### Supplied information
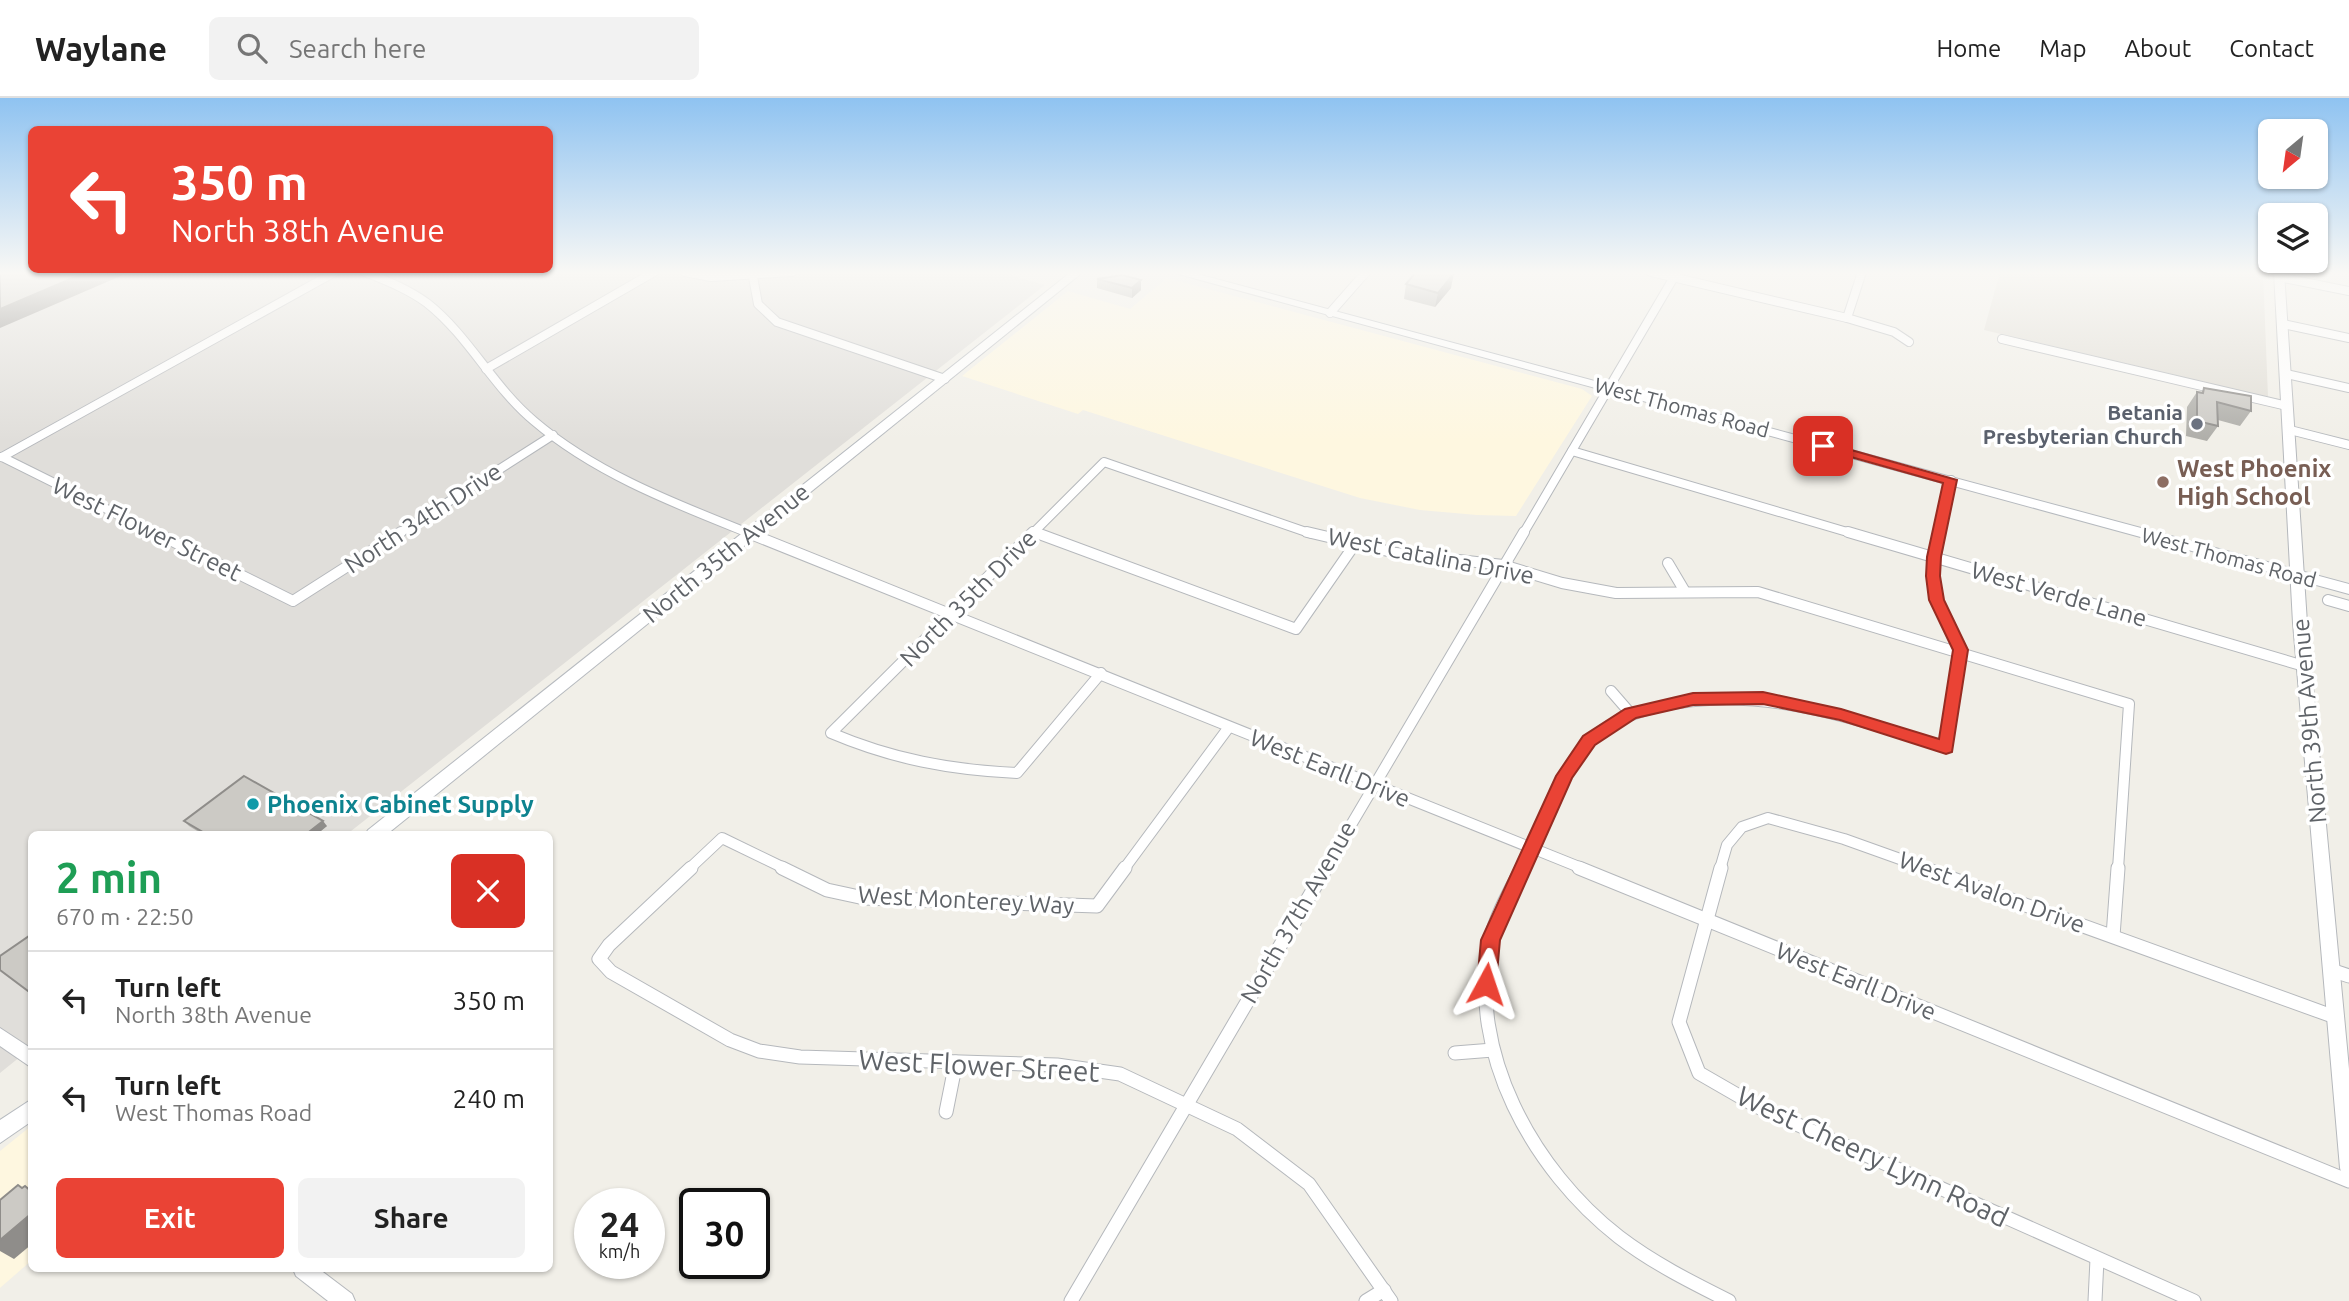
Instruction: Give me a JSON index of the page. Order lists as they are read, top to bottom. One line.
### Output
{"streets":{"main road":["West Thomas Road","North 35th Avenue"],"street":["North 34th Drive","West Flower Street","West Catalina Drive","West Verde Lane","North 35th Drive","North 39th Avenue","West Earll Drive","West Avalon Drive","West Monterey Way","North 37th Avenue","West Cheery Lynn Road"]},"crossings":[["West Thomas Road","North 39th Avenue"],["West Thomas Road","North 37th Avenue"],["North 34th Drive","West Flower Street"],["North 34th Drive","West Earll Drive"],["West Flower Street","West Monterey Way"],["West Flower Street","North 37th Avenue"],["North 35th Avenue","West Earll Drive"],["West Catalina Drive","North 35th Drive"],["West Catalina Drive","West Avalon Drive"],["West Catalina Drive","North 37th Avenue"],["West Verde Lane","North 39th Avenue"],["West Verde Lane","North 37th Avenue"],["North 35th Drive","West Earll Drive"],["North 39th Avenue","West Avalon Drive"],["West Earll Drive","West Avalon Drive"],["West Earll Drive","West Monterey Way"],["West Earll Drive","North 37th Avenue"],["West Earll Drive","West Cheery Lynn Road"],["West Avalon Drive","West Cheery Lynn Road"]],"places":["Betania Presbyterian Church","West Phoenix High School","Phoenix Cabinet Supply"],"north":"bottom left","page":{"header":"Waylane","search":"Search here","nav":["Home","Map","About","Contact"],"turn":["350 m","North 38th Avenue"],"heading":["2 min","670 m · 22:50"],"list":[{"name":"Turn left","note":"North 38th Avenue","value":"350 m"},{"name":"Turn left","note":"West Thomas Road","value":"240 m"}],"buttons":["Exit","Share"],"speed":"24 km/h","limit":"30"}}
######
=== Task requirements ===
Write every line above again exactly, but leave the pictures out.

=== Exercise answer ===
Instruction: Give me a JSON index of the page. Order lists as they are read, top to bottom. One line.
### Output
{"streets":{"main road":["West Thomas Road","North 35th Avenue"],"street":["North 34th Drive","West Flower Street","West Catalina Drive","West Verde Lane","North 35th Drive","North 39th Avenue","West Earll Drive","West Avalon Drive","West Monterey Way","North 37th Avenue","West Cheery Lynn Road"]},"crossings":[["West Thomas Road","North 39th Avenue"],["West Thomas Road","North 37th Avenue"],["North 34th Drive","West Flower Street"],["North 34th Drive","West Earll Drive"],["West Flower Street","West Monterey Way"],["West Flower Street","North 37th Avenue"],["North 35th Avenue","West Earll Drive"],["West Catalina Drive","North 35th Drive"],["West Catalina Drive","West Avalon Drive"],["West Catalina Drive","North 37th Avenue"],["West Verde Lane","North 39th Avenue"],["West Verde Lane","North 37th Avenue"],["North 35th Drive","West Earll Drive"],["North 39th Avenue","West Avalon Drive"],["West Earll Drive","West Avalon Drive"],["West Earll Drive","West Monterey Way"],["West Earll Drive","North 37th Avenue"],["West Earll Drive","West Cheery Lynn Road"],["West Avalon Drive","West Cheery Lynn Road"]],"places":["Betania Presbyterian Church","West Phoenix High School","Phoenix Cabinet Supply"],"north":"bottom left","page":{"header":"Waylane","search":"Search here","nav":["Home","Map","About","Contact"],"turn":["350 m","North 38th Avenue"],"heading":["2 min","670 m · 22:50"],"list":[{"name":"Turn left","note":"North 38th Avenue","value":"350 m"},{"name":"Turn left","note":"West Thomas Road","value":"240 m"}],"buttons":["Exit","Share"],"speed":"24 km/h","limit":"30"}}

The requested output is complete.